**Exercise brief:** From the first line to the last, reproduce the records exactly as they appear below.

Stored data entries
....

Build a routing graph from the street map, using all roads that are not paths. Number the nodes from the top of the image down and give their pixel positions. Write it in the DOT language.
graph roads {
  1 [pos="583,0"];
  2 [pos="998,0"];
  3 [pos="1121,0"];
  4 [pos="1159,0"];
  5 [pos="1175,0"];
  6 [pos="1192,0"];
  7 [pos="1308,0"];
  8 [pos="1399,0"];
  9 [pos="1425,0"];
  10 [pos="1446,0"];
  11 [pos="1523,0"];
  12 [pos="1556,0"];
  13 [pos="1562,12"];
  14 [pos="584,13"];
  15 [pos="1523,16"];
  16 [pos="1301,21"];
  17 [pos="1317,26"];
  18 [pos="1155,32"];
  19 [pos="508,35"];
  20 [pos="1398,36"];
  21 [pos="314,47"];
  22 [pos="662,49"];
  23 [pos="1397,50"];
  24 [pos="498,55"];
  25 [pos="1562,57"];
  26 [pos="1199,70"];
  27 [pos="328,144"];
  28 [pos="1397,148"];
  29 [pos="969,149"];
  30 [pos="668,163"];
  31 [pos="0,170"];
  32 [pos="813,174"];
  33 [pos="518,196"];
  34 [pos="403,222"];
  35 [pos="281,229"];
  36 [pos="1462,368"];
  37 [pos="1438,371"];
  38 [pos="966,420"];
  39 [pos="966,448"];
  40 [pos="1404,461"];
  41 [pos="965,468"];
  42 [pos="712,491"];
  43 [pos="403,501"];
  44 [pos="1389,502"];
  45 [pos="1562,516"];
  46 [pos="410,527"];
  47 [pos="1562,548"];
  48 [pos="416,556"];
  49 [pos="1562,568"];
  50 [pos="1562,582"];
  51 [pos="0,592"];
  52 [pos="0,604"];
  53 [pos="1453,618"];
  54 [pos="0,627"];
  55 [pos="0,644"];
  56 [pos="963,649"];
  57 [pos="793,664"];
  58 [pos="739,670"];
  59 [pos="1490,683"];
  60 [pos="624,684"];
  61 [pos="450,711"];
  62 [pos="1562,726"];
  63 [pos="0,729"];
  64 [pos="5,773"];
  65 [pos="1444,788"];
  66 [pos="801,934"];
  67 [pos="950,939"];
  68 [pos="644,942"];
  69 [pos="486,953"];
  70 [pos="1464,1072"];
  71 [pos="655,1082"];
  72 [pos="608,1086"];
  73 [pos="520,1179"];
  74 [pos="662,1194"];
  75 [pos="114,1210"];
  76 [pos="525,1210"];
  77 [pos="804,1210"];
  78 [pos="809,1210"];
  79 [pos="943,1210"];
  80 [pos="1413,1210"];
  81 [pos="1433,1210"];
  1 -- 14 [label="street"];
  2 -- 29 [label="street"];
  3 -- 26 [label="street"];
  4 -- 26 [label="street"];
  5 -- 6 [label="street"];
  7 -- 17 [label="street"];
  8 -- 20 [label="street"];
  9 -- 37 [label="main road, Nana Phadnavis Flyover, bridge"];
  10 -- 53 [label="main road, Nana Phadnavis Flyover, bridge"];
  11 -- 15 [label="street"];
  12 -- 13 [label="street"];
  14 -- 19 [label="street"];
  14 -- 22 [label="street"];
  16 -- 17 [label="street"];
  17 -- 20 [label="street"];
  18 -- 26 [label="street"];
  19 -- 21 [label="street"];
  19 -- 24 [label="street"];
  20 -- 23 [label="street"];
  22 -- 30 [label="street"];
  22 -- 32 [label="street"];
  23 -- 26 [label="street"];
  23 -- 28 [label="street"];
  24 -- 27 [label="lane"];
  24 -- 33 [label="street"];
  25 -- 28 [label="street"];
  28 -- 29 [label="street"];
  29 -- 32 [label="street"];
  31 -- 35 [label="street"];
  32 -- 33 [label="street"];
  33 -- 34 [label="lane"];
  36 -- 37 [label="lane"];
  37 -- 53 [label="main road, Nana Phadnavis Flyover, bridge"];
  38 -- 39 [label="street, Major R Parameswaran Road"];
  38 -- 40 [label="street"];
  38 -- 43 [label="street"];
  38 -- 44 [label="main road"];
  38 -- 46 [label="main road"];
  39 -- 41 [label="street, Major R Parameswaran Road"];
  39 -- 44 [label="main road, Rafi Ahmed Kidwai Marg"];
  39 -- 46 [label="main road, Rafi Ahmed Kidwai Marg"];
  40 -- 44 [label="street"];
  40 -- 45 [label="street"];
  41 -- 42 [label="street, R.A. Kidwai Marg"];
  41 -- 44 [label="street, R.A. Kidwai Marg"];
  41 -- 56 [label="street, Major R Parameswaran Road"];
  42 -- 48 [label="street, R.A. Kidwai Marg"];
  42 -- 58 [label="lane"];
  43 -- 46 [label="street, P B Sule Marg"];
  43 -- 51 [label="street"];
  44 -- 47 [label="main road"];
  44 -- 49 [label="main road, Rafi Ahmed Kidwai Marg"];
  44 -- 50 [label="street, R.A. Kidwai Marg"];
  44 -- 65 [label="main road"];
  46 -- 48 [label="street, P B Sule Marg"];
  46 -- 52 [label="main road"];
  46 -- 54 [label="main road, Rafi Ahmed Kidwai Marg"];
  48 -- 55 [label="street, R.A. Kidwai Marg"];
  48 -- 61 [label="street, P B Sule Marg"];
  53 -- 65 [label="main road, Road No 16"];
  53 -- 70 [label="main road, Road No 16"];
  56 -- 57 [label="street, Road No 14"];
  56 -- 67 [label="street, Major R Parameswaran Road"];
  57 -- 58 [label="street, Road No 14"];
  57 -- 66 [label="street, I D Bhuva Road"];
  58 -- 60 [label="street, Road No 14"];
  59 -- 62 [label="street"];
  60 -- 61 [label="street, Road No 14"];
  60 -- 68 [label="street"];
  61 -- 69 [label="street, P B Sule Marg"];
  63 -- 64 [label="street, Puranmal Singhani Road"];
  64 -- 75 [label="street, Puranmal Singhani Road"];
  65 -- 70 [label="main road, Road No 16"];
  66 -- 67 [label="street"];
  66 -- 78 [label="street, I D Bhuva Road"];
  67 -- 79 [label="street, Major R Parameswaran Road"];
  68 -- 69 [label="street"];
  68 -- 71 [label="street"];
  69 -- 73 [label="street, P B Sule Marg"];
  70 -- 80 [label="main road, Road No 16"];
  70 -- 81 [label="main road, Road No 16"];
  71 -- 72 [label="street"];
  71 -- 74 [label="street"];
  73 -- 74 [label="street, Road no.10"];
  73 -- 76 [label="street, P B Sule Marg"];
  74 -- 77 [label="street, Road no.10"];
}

....

**Task solution:**
Build a routing graph from the street map, using all roads that are not paths. Number the nodes from the top of the image down and give their pixel positions. Write it in the DOT language.
graph roads {
  1 [pos="583,0"];
  2 [pos="998,0"];
  3 [pos="1121,0"];
  4 [pos="1159,0"];
  5 [pos="1175,0"];
  6 [pos="1192,0"];
  7 [pos="1308,0"];
  8 [pos="1399,0"];
  9 [pos="1425,0"];
  10 [pos="1446,0"];
  11 [pos="1523,0"];
  12 [pos="1556,0"];
  13 [pos="1562,12"];
  14 [pos="584,13"];
  15 [pos="1523,16"];
  16 [pos="1301,21"];
  17 [pos="1317,26"];
  18 [pos="1155,32"];
  19 [pos="508,35"];
  20 [pos="1398,36"];
  21 [pos="314,47"];
  22 [pos="662,49"];
  23 [pos="1397,50"];
  24 [pos="498,55"];
  25 [pos="1562,57"];
  26 [pos="1199,70"];
  27 [pos="328,144"];
  28 [pos="1397,148"];
  29 [pos="969,149"];
  30 [pos="668,163"];
  31 [pos="0,170"];
  32 [pos="813,174"];
  33 [pos="518,196"];
  34 [pos="403,222"];
  35 [pos="281,229"];
  36 [pos="1462,368"];
  37 [pos="1438,371"];
  38 [pos="966,420"];
  39 [pos="966,448"];
  40 [pos="1404,461"];
  41 [pos="965,468"];
  42 [pos="712,491"];
  43 [pos="403,501"];
  44 [pos="1389,502"];
  45 [pos="1562,516"];
  46 [pos="410,527"];
  47 [pos="1562,548"];
  48 [pos="416,556"];
  49 [pos="1562,568"];
  50 [pos="1562,582"];
  51 [pos="0,592"];
  52 [pos="0,604"];
  53 [pos="1453,618"];
  54 [pos="0,627"];
  55 [pos="0,644"];
  56 [pos="963,649"];
  57 [pos="793,664"];
  58 [pos="739,670"];
  59 [pos="1490,683"];
  60 [pos="624,684"];
  61 [pos="450,711"];
  62 [pos="1562,726"];
  63 [pos="0,729"];
  64 [pos="5,773"];
  65 [pos="1444,788"];
  66 [pos="801,934"];
  67 [pos="950,939"];
  68 [pos="644,942"];
  69 [pos="486,953"];
  70 [pos="1464,1072"];
  71 [pos="655,1082"];
  72 [pos="608,1086"];
  73 [pos="520,1179"];
  74 [pos="662,1194"];
  75 [pos="114,1210"];
  76 [pos="525,1210"];
  77 [pos="804,1210"];
  78 [pos="809,1210"];
  79 [pos="943,1210"];
  80 [pos="1413,1210"];
  81 [pos="1433,1210"];
  1 -- 14 [label="street"];
  2 -- 29 [label="street"];
  3 -- 26 [label="street"];
  4 -- 26 [label="street"];
  5 -- 6 [label="street"];
  7 -- 17 [label="street"];
  8 -- 20 [label="street"];
  9 -- 37 [label="main road, Nana Phadnavis Flyover, bridge"];
  10 -- 53 [label="main road, Nana Phadnavis Flyover, bridge"];
  11 -- 15 [label="street"];
  12 -- 13 [label="street"];
  14 -- 19 [label="street"];
  14 -- 22 [label="street"];
  16 -- 17 [label="street"];
  17 -- 20 [label="street"];
  18 -- 26 [label="street"];
  19 -- 21 [label="street"];
  19 -- 24 [label="street"];
  20 -- 23 [label="street"];
  22 -- 30 [label="street"];
  22 -- 32 [label="street"];
  23 -- 26 [label="street"];
  23 -- 28 [label="street"];
  24 -- 27 [label="lane"];
  24 -- 33 [label="street"];
  25 -- 28 [label="street"];
  28 -- 29 [label="street"];
  29 -- 32 [label="street"];
  31 -- 35 [label="street"];
  32 -- 33 [label="street"];
  33 -- 34 [label="lane"];
  36 -- 37 [label="lane"];
  37 -- 53 [label="main road, Nana Phadnavis Flyover, bridge"];
  38 -- 39 [label="street, Major R Parameswaran Road"];
  38 -- 40 [label="street"];
  38 -- 43 [label="street"];
  38 -- 44 [label="main road"];
  38 -- 46 [label="main road"];
  39 -- 41 [label="street, Major R Parameswaran Road"];
  39 -- 44 [label="main road, Rafi Ahmed Kidwai Marg"];
  39 -- 46 [label="main road, Rafi Ahmed Kidwai Marg"];
  40 -- 44 [label="street"];
  40 -- 45 [label="street"];
  41 -- 42 [label="street, R.A. Kidwai Marg"];
  41 -- 44 [label="street, R.A. Kidwai Marg"];
  41 -- 56 [label="street, Major R Parameswaran Road"];
  42 -- 48 [label="street, R.A. Kidwai Marg"];
  42 -- 58 [label="lane"];
  43 -- 46 [label="street, P B Sule Marg"];
  43 -- 51 [label="street"];
  44 -- 47 [label="main road"];
  44 -- 49 [label="main road, Rafi Ahmed Kidwai Marg"];
  44 -- 50 [label="street, R.A. Kidwai Marg"];
  44 -- 65 [label="main road"];
  46 -- 48 [label="street, P B Sule Marg"];
  46 -- 52 [label="main road"];
  46 -- 54 [label="main road, Rafi Ahmed Kidwai Marg"];
  48 -- 55 [label="street, R.A. Kidwai Marg"];
  48 -- 61 [label="street, P B Sule Marg"];
  53 -- 65 [label="main road, Road No 16"];
  53 -- 70 [label="main road, Road No 16"];
  56 -- 57 [label="street, Road No 14"];
  56 -- 67 [label="street, Major R Parameswaran Road"];
  57 -- 58 [label="street, Road No 14"];
  57 -- 66 [label="street, I D Bhuva Road"];
  58 -- 60 [label="street, Road No 14"];
  59 -- 62 [label="street"];
  60 -- 61 [label="street, Road No 14"];
  60 -- 68 [label="street"];
  61 -- 69 [label="street, P B Sule Marg"];
  63 -- 64 [label="street, Puranmal Singhani Road"];
  64 -- 75 [label="street, Puranmal Singhani Road"];
  65 -- 70 [label="main road, Road No 16"];
  66 -- 67 [label="street"];
  66 -- 78 [label="street, I D Bhuva Road"];
  67 -- 79 [label="street, Major R Parameswaran Road"];
  68 -- 69 [label="street"];
  68 -- 71 [label="street"];
  69 -- 73 [label="street, P B Sule Marg"];
  70 -- 80 [label="main road, Road No 16"];
  70 -- 81 [label="main road, Road No 16"];
  71 -- 72 [label="street"];
  71 -- 74 [label="street"];
  73 -- 74 [label="street, Road no.10"];
  73 -- 76 [label="street, P B Sule Marg"];
  74 -- 77 [label="street, Road no.10"];
}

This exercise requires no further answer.